### WHAT IS REQUIRED
A faithful copy is required: transcribe each line below exactly, minus the pictures.

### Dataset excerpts
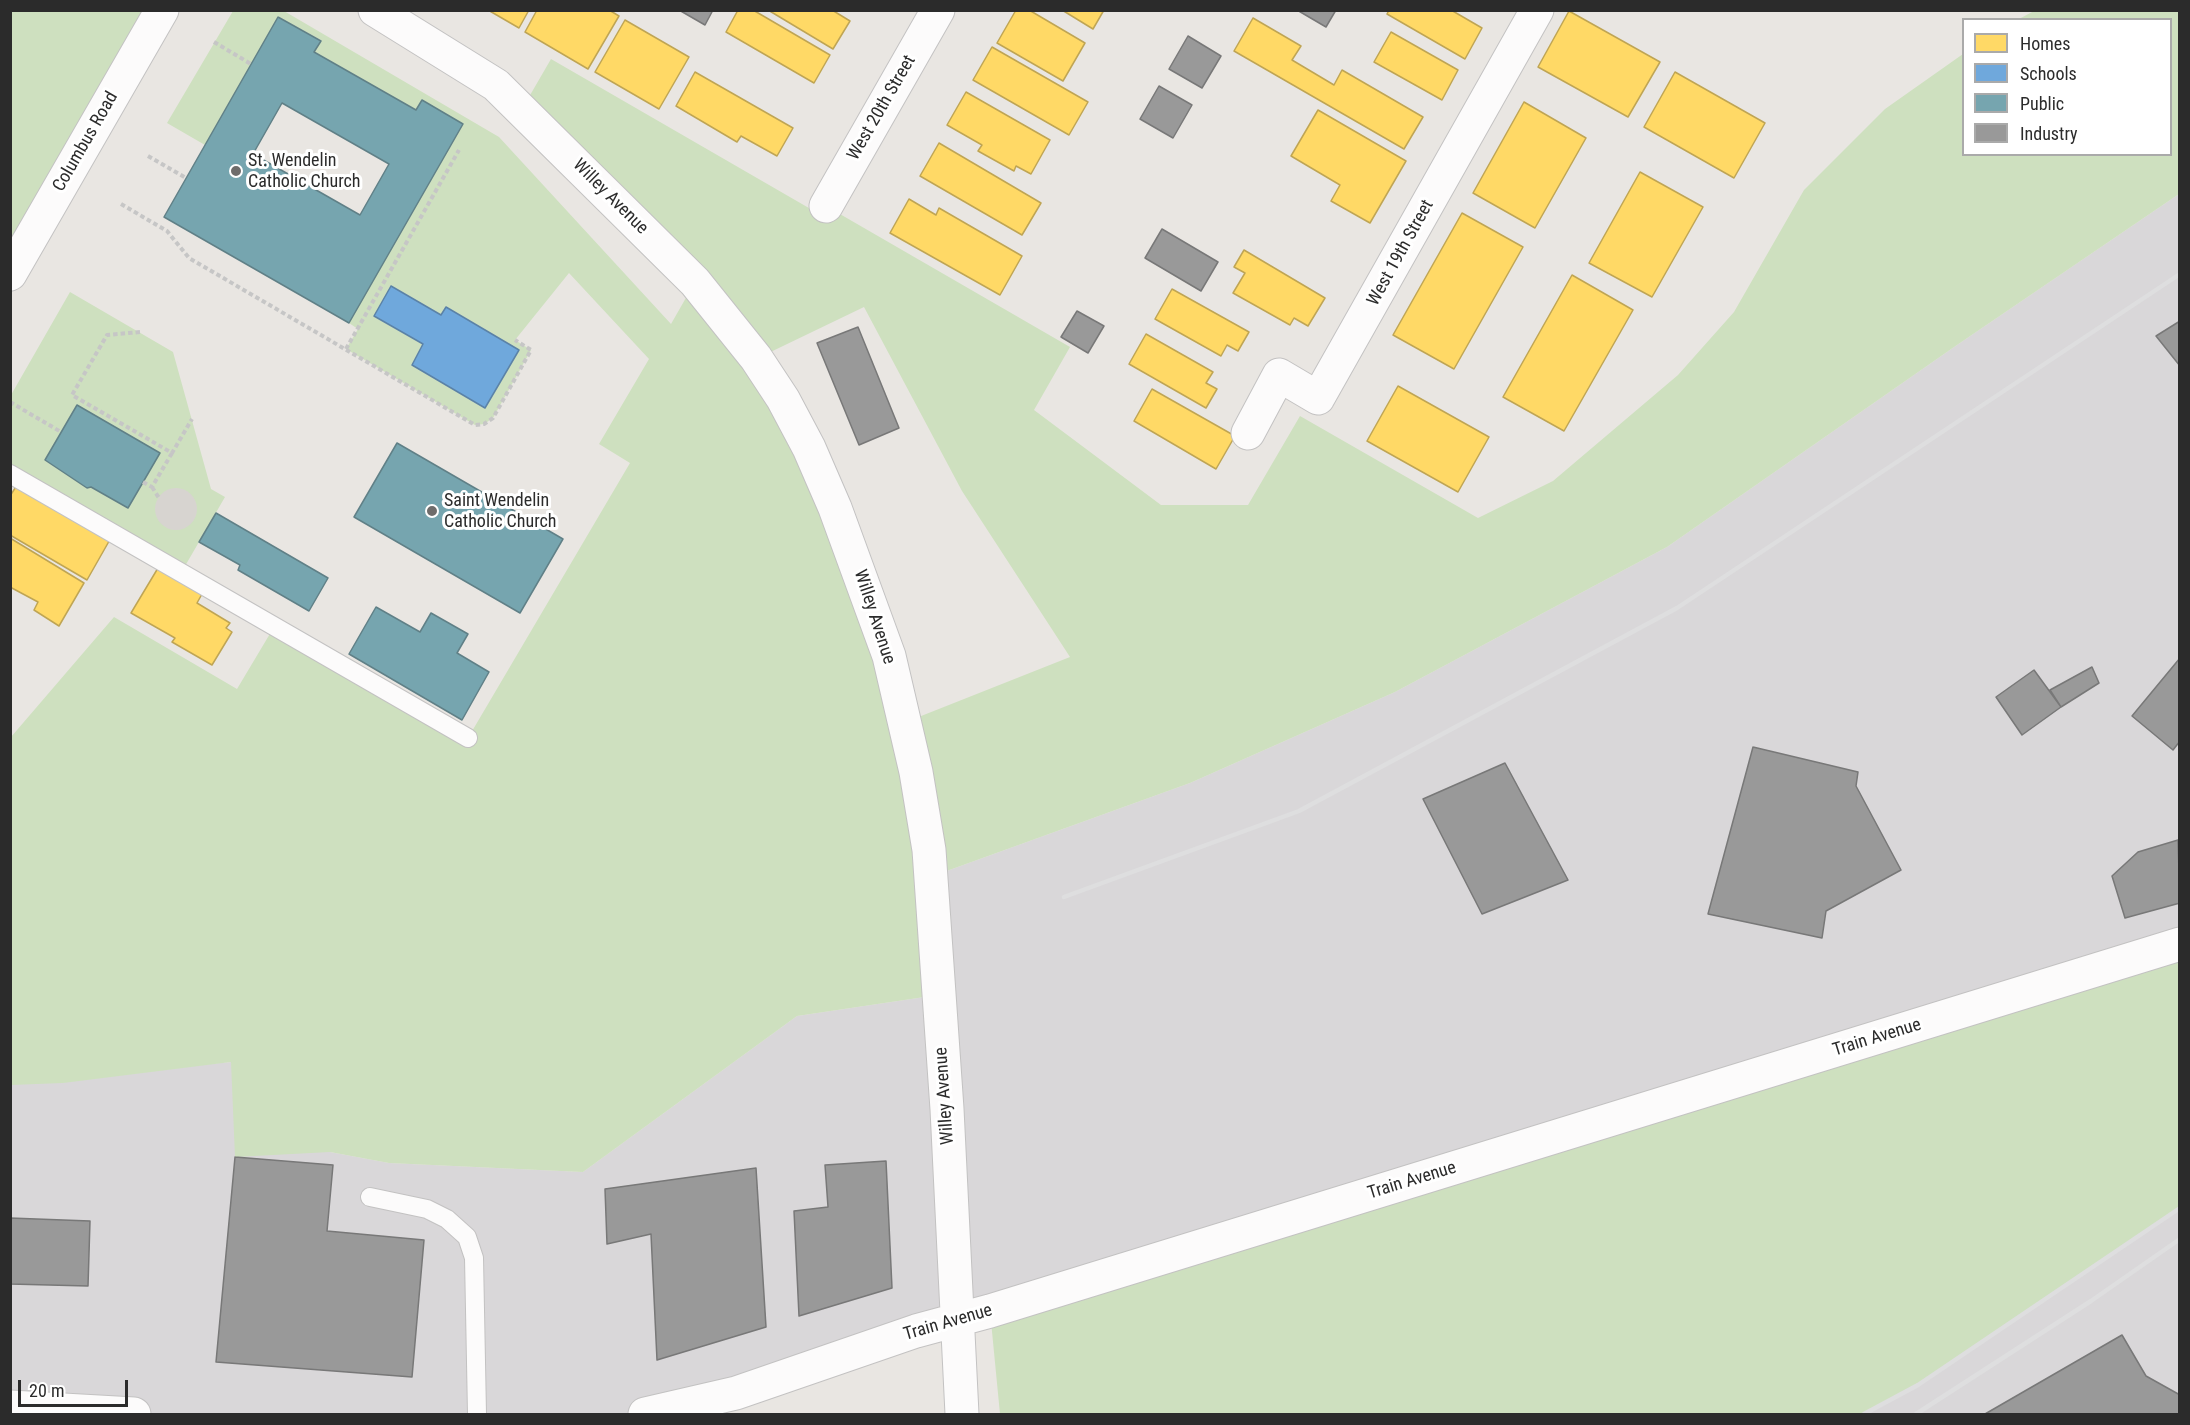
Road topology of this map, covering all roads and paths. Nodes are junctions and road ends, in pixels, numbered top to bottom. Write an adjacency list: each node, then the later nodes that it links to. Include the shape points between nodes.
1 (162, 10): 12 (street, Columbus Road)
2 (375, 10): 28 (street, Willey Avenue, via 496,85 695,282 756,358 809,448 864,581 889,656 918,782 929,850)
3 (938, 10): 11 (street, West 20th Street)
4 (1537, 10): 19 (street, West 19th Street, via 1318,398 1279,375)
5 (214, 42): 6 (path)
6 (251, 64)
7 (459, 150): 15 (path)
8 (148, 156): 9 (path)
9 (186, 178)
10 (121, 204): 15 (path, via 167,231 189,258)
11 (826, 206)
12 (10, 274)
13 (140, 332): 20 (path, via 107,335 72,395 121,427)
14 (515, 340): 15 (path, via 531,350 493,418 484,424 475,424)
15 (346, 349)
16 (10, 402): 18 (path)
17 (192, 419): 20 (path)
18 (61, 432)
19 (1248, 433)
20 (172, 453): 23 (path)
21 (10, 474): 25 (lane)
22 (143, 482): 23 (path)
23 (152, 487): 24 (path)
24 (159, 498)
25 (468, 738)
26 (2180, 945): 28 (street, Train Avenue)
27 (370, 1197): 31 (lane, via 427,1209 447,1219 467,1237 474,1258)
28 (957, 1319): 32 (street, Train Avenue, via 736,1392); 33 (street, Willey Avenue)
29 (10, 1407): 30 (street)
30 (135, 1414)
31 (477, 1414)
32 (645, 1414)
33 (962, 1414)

### RESPONSE AREA
Road topology of this map, covering all roads and paths. Nodes are junctions and road ends, in pixels, numbered top to bottom. Write an adjacency list: each node, then the later nodes that it links to. Include the shape points between nodes.
1 (162, 10): 12 (street, Columbus Road)
2 (375, 10): 28 (street, Willey Avenue, via 496,85 695,282 756,358 809,448 864,581 889,656 918,782 929,850)
3 (938, 10): 11 (street, West 20th Street)
4 (1537, 10): 19 (street, West 19th Street, via 1318,398 1279,375)
5 (214, 42): 6 (path)
6 (251, 64)
7 (459, 150): 15 (path)
8 (148, 156): 9 (path)
9 (186, 178)
10 (121, 204): 15 (path, via 167,231 189,258)
11 (826, 206)
12 (10, 274)
13 (140, 332): 20 (path, via 107,335 72,395 121,427)
14 (515, 340): 15 (path, via 531,350 493,418 484,424 475,424)
15 (346, 349)
16 (10, 402): 18 (path)
17 (192, 419): 20 (path)
18 (61, 432)
19 (1248, 433)
20 (172, 453): 23 (path)
21 (10, 474): 25 (lane)
22 (143, 482): 23 (path)
23 (152, 487): 24 (path)
24 (159, 498)
25 (468, 738)
26 (2180, 945): 28 (street, Train Avenue)
27 (370, 1197): 31 (lane, via 427,1209 447,1219 467,1237 474,1258)
28 (957, 1319): 32 (street, Train Avenue, via 736,1392); 33 (street, Willey Avenue)
29 (10, 1407): 30 (street)
30 (135, 1414)
31 (477, 1414)
32 (645, 1414)
33 (962, 1414)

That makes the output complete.